Work request →
The response should contain all of the records, copied exactly, and none of the images.

------

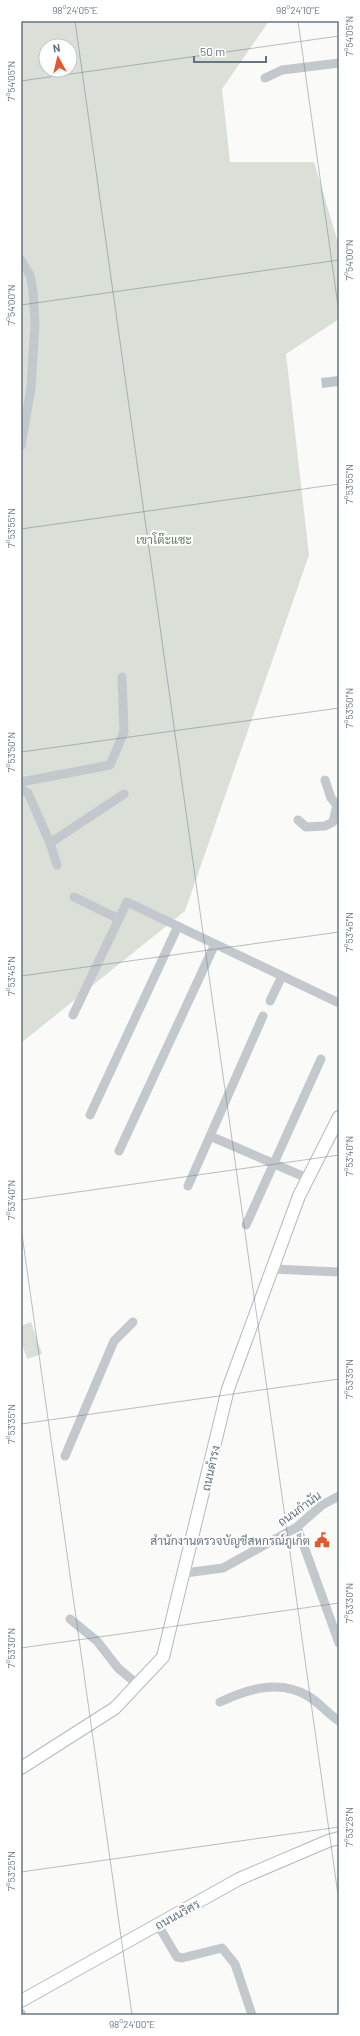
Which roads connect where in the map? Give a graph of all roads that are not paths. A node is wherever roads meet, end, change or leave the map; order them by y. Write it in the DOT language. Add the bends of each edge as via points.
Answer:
graph roads {
  1 [pos="339,63"];
  2 [pos="265,78"];
  3 [pos="21,260"];
  4 [pos="21,446"];
  5 [pos="122,676"];
  6 [pos="325,780"];
  7 [pos="21,782"];
  8 [pos="21,789"];
  9 [pos="124,794"];
  10 [pos="338,805"];
  11 [pos="298,820"];
  12 [pos="50,843"];
  13 [pos="57,865"];
  14 [pos="74,897"];
  15 [pos="119,919"];
  16 [pos="178,926"];
  17 [pos="215,944"];
  18 [pos="282,976"];
  19 [pos="270,1002"];
  20 [pos="339,1003"];
  21 [pos="73,1015"];
  22 [pos="263,1016"];
  23 [pos="321,1059"];
  24 [pos="90,1115"];
  25 [pos="339,1117"];
  26 [pos="210,1136"];
  27 [pos="119,1151"];
  28 [pos="273,1165"];
  29 [pos="307,1178"];
  30 [pos="188,1186"];
  31 [pos="246,1225"];
  32 [pos="272,1269"];
  33 [pos="339,1272"];
  34 [pos="133,1322"];
  35 [pos="65,1456"];
  36 [pos="339,1496"];
  37 [pos="297,1527"];
  38 [pos="185,1573"];
  39 [pos="70,1619"];
  40 [pos="339,1643"];
  41 [pos="137,1684"];
  42 [pos="220,1702"];
  43 [pos="339,1721"];
  44 [pos="21,1768"];
  45 [pos="339,1838"];
  46 [pos="158,1925"];
  47 [pos="21,2001"];
  48 [pos="252,2015"];
  1 -- 2 [label="street" via="282,70"];
  3 -- 4 [label="street" via="30,275 35,323 31,388"];
  5 -- 7 [label="street" via="124,732 110,765"];
  6 -- 10 [label="street" via="331,798"];
  8 -- 12 [label="street" via="28,793"];
  9 -- 12 [label="street"];
  10 -- 11 [label="street" via="333,822 328,825 306,827"];
  12 -- 13 [label="street"];
  14 -- 15 [label="street"];
  15 -- 16 [label="street" via="127,902"];
  15 -- 21 [label="street"];
  16 -- 17 [label="street"];
  16 -- 24 [label="street"];
  17 -- 18 [label="street"];
  17 -- 27 [label="street"];
  18 -- 19 [label="street"];
  18 -- 20 [label="street"];
  22 -- 26 [label="street"];
  23 -- 28 [label="street"];
  25 -- 29 [label="street, ถนนดำรง"];
  26 -- 28 [label="street"];
  26 -- 30 [label="street"];
  28 -- 29 [label="street"];
  28 -- 31 [label="street"];
  29 -- 32 [label="street, ถนนดำรง"];
  32 -- 33 [label="street"];
  32 -- 38 [label="street, ถนนดำรง" via="228,1389"];
  34 -- 35 [label="street" via="114,1341"];
  36 -- 37 [label="street, ถนนกำนัน" via="322,1505"];
  37 -- 38 [label="street, ถนนกำนัน" via="223,1568"];
  37 -- 40 [label="street"];
  38 -- 41 [label="street, ถนนดำรง" via="163,1657"];
  39 -- 41 [label="street" via="97,1642 118,1668"];
  41 -- 44 [label="street, ถนนดำรง" via="115,1708"];
  42 -- 43 [label="street" via="239,1693 278,1686 307,1696"];
  45 -- 46 [label="street, ถนนนริศร" via="239,1879"];
  46 -- 47 [label="street, ถนนนริศร"];
  46 -- 48 [label="street" via="177,1957 222,1948 235,1964"];
}
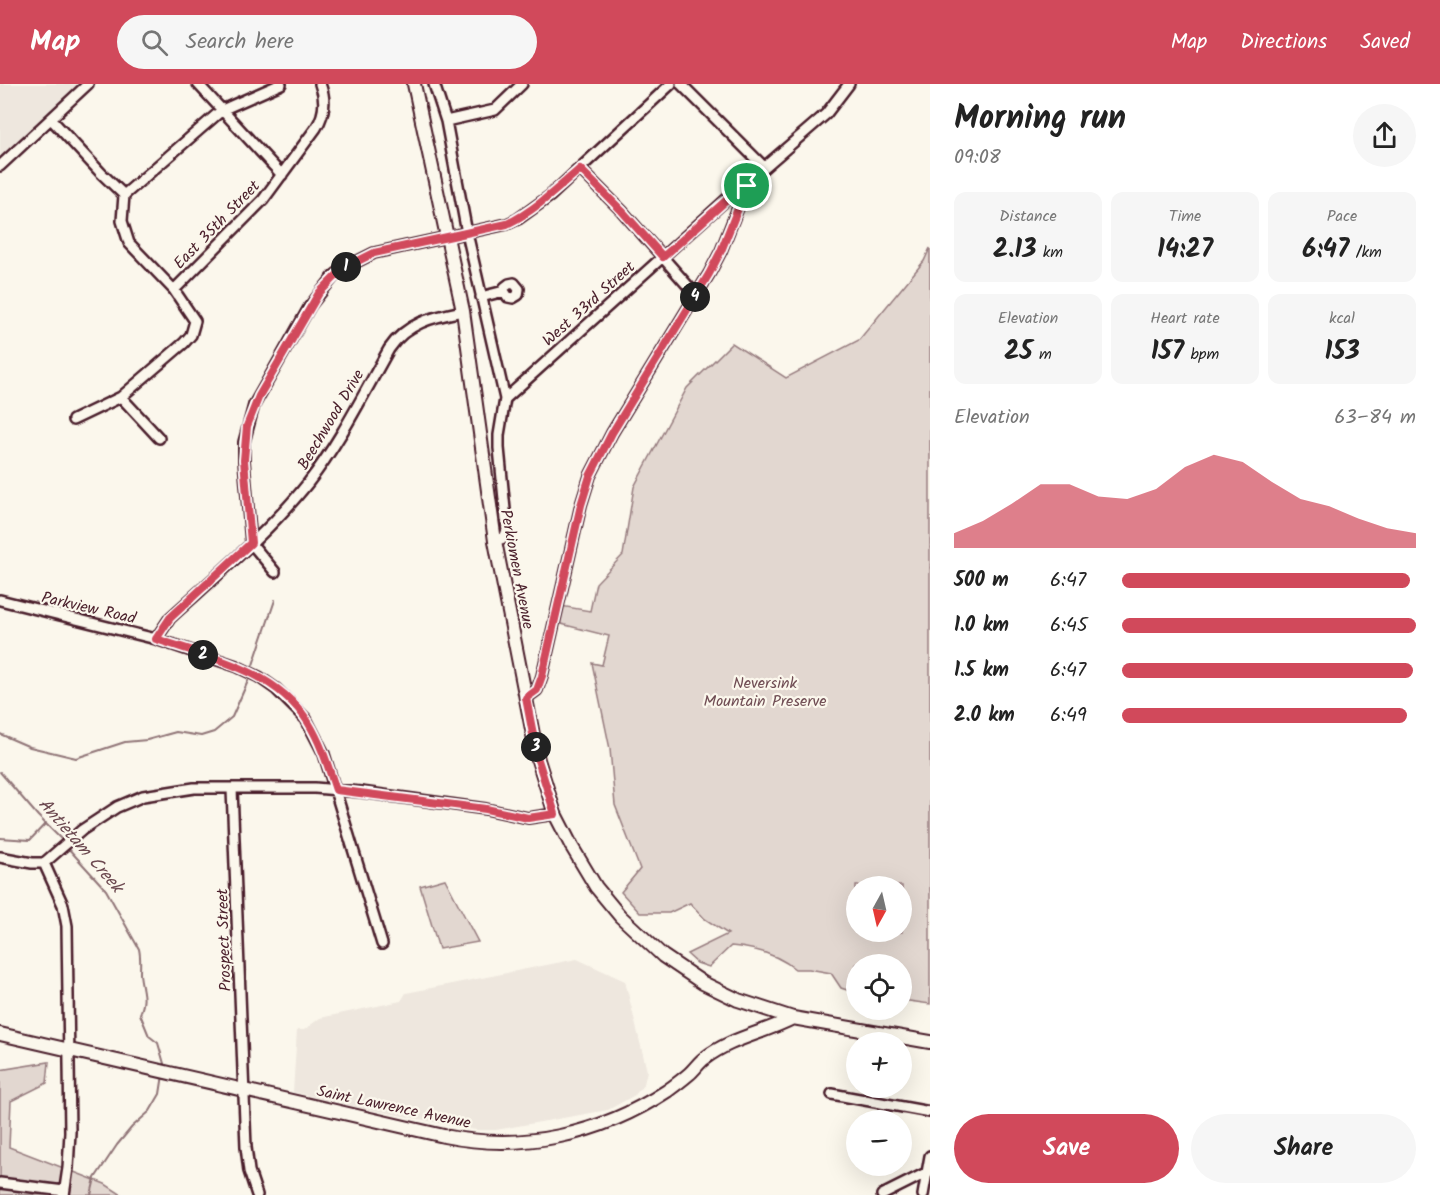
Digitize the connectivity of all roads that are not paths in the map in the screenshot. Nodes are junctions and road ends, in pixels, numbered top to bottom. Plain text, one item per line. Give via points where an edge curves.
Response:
1 (88, 84) edge
2 (198, 84) edge
3 (280, 84) edge
4 (320, 84) edge
5 (414, 84) edge
6 (435, 84) edge
7 (522, 84) edge
8 (671, 84) edge
9 (681, 84) edge
10 (849, 84) edge
11 (222, 110) junction
12 (51, 119) junction
13 (446, 121) junction
14 (0, 166) edge
15 (764, 167) junction
16 (580, 169) junction
17 (282, 175) junction
18 (747, 186) junction
19 (124, 195) junction
20 (467, 233) junction
21 (448, 236) junction
22 (663, 257) junction
23 (174, 290) junction
24 (504, 291) dead end
25 (696, 295) junction
26 (481, 297) junction
27 (464, 311) junction
28 (121, 398) junction
29 (505, 399) junction
30 (73, 420) dead end
31 (159, 438) dead end
32 (495, 541) junction
33 (251, 543) junction
34 (275, 572) dead end
35 (0, 600) edge
36 (156, 639) junction
37 (526, 698) junction
38 (232, 789) junction
39 (336, 790) junction
40 (555, 814) junction
41 (0, 857) edge
42 (44, 863) junction
43 (382, 944) dead end
44 (793, 1018) junction
45 (0, 1034) edge
46 (930, 1042) edge
47 (69, 1051) junction
48 (244, 1089) junction
49 (832, 1094) dead end
50 (930, 1112) edge
51 (930, 1156) edge
52 (928, 1172) edge
53 (0, 1183) edge
54 (64, 1193) edge
55 (257, 1195) edge
56 (882, 1195) edge
57 (923, 1195) edge

1 - 12 street
2 - 11 street
3 - 11 street
4 - 17 street, East 35th Street via 324,105 319,124
5 - 21 main road, Perkiomen Avenue
6 - 13 street
7 - 13 street via 495,110
8 - 16 street
9 - 15 street
10 - 15 street via 826,114
11 - 17 street
11 - 19 street
12 - 14 street
12 - 19 street
13 - 20 street
15 - 18 street
16 - 20 street via 518,219
16 - 22 street
17 - 23 street, East 35th Street via 249,216
18 - 22 street, West 33rd Street
18 - 25 street via 721,251
19 - 23 street via 122,221 129,243
20 - 21 street
20 - 26 street
21 - 27 main road, Perkiomen Avenue
21 - 33 street via 386,249 358,261 334,276 310,306 259,396 247,426 244,460
22 - 25 street
22 - 29 street, West 33rd Street
23 - 28 street via 195,321 191,335
24 - 26 street
25 - 37 street via 590,476 542,676 537,690
26 - 29 street
27 - 32 main road, Perkiomen Avenue
27 - 33 street, Beechwood Drive via 428,319 399,336 310,481
28 - 30 street
28 - 31 street
29 - 32 street via 499,448 507,530 504,538
32 - 37 main road, Perkiomen Avenue
33 - 34 street
33 - 36 street, Beechwood Drive via 170,618
35 - 36 street, Parkview Road
36 - 39 street, Parkview Road via 236,666 276,689 306,719
37 - 40 main road, Perkiomen Avenue via 538,760
38 - 39 street
38 - 42 street via 187,788 143,796 107,813
38 - 48 street, Prospect Street
39 - 40 street via 528,818
39 - 43 street, Parkview Road
40 - 44 main road, Perkiomen Avenue via 596,887 651,946 722,993
41 - 42 street
42 - 47 street via 66,920
44 - 46 main road, Perkiomen Avenue
44 - 48 main road, Saint Lawrence Avenue via 740,1038 704,1058 669,1089 628,1114 591,1129 534,1141 500,1143 454,1138
45 - 47 main road, Saint Lawrence Avenue
47 - 48 main road, Saint Lawrence Avenue
47 - 54 street via 69,1153
48 - 55 street, Prospect Street via 247,1156
49 - 50 street
51 - 52 street
52 - 56 street
52 - 57 street
53 - 54 street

------

Output →
Which roads connect where in the map? Give a graph of all roads that are not paths. A node is wherever roads meet, end, change or leave the map; order them by y. Write it in the DOT language. Add the bends of each edge as via points.
Answer:
graph roads {
  1 [pos="339,63"];
  2 [pos="265,78"];
  3 [pos="21,260"];
  4 [pos="21,446"];
  5 [pos="122,676"];
  6 [pos="325,780"];
  7 [pos="21,782"];
  8 [pos="21,789"];
  9 [pos="124,794"];
  10 [pos="338,805"];
  11 [pos="298,820"];
  12 [pos="50,843"];
  13 [pos="57,865"];
  14 [pos="74,897"];
  15 [pos="119,919"];
  16 [pos="178,926"];
  17 [pos="215,944"];
  18 [pos="282,976"];
  19 [pos="270,1002"];
  20 [pos="339,1003"];
  21 [pos="73,1015"];
  22 [pos="263,1016"];
  23 [pos="321,1059"];
  24 [pos="90,1115"];
  25 [pos="339,1117"];
  26 [pos="210,1136"];
  27 [pos="119,1151"];
  28 [pos="273,1165"];
  29 [pos="307,1178"];
  30 [pos="188,1186"];
  31 [pos="246,1225"];
  32 [pos="272,1269"];
  33 [pos="339,1272"];
  34 [pos="133,1322"];
  35 [pos="65,1456"];
  36 [pos="339,1496"];
  37 [pos="297,1527"];
  38 [pos="185,1573"];
  39 [pos="70,1619"];
  40 [pos="339,1643"];
  41 [pos="137,1684"];
  42 [pos="220,1702"];
  43 [pos="339,1721"];
  44 [pos="21,1768"];
  45 [pos="339,1838"];
  46 [pos="158,1925"];
  47 [pos="21,2001"];
  48 [pos="252,2015"];
  1 -- 2 [label="street" via="282,70"];
  3 -- 4 [label="street" via="30,275 35,323 31,388"];
  5 -- 7 [label="street" via="124,732 110,765"];
  6 -- 10 [label="street" via="331,798"];
  8 -- 12 [label="street" via="28,793"];
  9 -- 12 [label="street"];
  10 -- 11 [label="street" via="333,822 328,825 306,827"];
  12 -- 13 [label="street"];
  14 -- 15 [label="street"];
  15 -- 16 [label="street" via="127,902"];
  15 -- 21 [label="street"];
  16 -- 17 [label="street"];
  16 -- 24 [label="street"];
  17 -- 18 [label="street"];
  17 -- 27 [label="street"];
  18 -- 19 [label="street"];
  18 -- 20 [label="street"];
  22 -- 26 [label="street"];
  23 -- 28 [label="street"];
  25 -- 29 [label="street, ถนนดำรง"];
  26 -- 28 [label="street"];
  26 -- 30 [label="street"];
  28 -- 29 [label="street"];
  28 -- 31 [label="street"];
  29 -- 32 [label="street, ถนนดำรง"];
  32 -- 33 [label="street"];
  32 -- 38 [label="street, ถนนดำรง" via="228,1389"];
  34 -- 35 [label="street" via="114,1341"];
  36 -- 37 [label="street, ถนนกำนัน" via="322,1505"];
  37 -- 38 [label="street, ถนนกำนัน" via="223,1568"];
  37 -- 40 [label="street"];
  38 -- 41 [label="street, ถนนดำรง" via="163,1657"];
  39 -- 41 [label="street" via="97,1642 118,1668"];
  41 -- 44 [label="street, ถนนดำรง" via="115,1708"];
  42 -- 43 [label="street" via="239,1693 278,1686 307,1696"];
  45 -- 46 [label="street, ถนนนริศร" via="239,1879"];
  46 -- 47 [label="street, ถนนนริศร"];
  46 -- 48 [label="street" via="177,1957 222,1948 235,1964"];
}
Digitize the connectivity of all roads that are not paths in the map in the screenshot. Nodes are junctions and road ends, in pixels, numbered top to bottom. Plain text, one item per line. Give via points where an edge curves.
Response:
1 (88, 84) edge
2 (198, 84) edge
3 (280, 84) edge
4 (320, 84) edge
5 (414, 84) edge
6 (435, 84) edge
7 (522, 84) edge
8 (671, 84) edge
9 (681, 84) edge
10 (849, 84) edge
11 (222, 110) junction
12 (51, 119) junction
13 (446, 121) junction
14 (0, 166) edge
15 (764, 167) junction
16 (580, 169) junction
17 (282, 175) junction
18 (747, 186) junction
19 (124, 195) junction
20 (467, 233) junction
21 (448, 236) junction
22 (663, 257) junction
23 (174, 290) junction
24 (504, 291) dead end
25 (696, 295) junction
26 (481, 297) junction
27 (464, 311) junction
28 (121, 398) junction
29 (505, 399) junction
30 (73, 420) dead end
31 (159, 438) dead end
32 (495, 541) junction
33 (251, 543) junction
34 (275, 572) dead end
35 (0, 600) edge
36 (156, 639) junction
37 (526, 698) junction
38 (232, 789) junction
39 (336, 790) junction
40 (555, 814) junction
41 (0, 857) edge
42 (44, 863) junction
43 (382, 944) dead end
44 (793, 1018) junction
45 (0, 1034) edge
46 (930, 1042) edge
47 (69, 1051) junction
48 (244, 1089) junction
49 (832, 1094) dead end
50 (930, 1112) edge
51 (930, 1156) edge
52 (928, 1172) edge
53 (0, 1183) edge
54 (64, 1193) edge
55 (257, 1195) edge
56 (882, 1195) edge
57 (923, 1195) edge

1 - 12 street
2 - 11 street
3 - 11 street
4 - 17 street, East 35th Street via 324,105 319,124
5 - 21 main road, Perkiomen Avenue
6 - 13 street
7 - 13 street via 495,110
8 - 16 street
9 - 15 street
10 - 15 street via 826,114
11 - 17 street
11 - 19 street
12 - 14 street
12 - 19 street
13 - 20 street
15 - 18 street
16 - 20 street via 518,219
16 - 22 street
17 - 23 street, East 35th Street via 249,216
18 - 22 street, West 33rd Street
18 - 25 street via 721,251
19 - 23 street via 122,221 129,243
20 - 21 street
20 - 26 street
21 - 27 main road, Perkiomen Avenue
21 - 33 street via 386,249 358,261 334,276 310,306 259,396 247,426 244,460
22 - 25 street
22 - 29 street, West 33rd Street
23 - 28 street via 195,321 191,335
24 - 26 street
25 - 37 street via 590,476 542,676 537,690
26 - 29 street
27 - 32 main road, Perkiomen Avenue
27 - 33 street, Beechwood Drive via 428,319 399,336 310,481
28 - 30 street
28 - 31 street
29 - 32 street via 499,448 507,530 504,538
32 - 37 main road, Perkiomen Avenue
33 - 34 street
33 - 36 street, Beechwood Drive via 170,618
35 - 36 street, Parkview Road
36 - 39 street, Parkview Road via 236,666 276,689 306,719
37 - 40 main road, Perkiomen Avenue via 538,760
38 - 39 street
38 - 42 street via 187,788 143,796 107,813
38 - 48 street, Prospect Street
39 - 40 street via 528,818
39 - 43 street, Parkview Road
40 - 44 main road, Perkiomen Avenue via 596,887 651,946 722,993
41 - 42 street
42 - 47 street via 66,920
44 - 46 main road, Perkiomen Avenue
44 - 48 main road, Saint Lawrence Avenue via 740,1038 704,1058 669,1089 628,1114 591,1129 534,1141 500,1143 454,1138
45 - 47 main road, Saint Lawrence Avenue
47 - 48 main road, Saint Lawrence Avenue
47 - 54 street via 69,1153
48 - 55 street, Prospect Street via 247,1156
49 - 50 street
51 - 52 street
52 - 56 street
52 - 57 street
53 - 54 street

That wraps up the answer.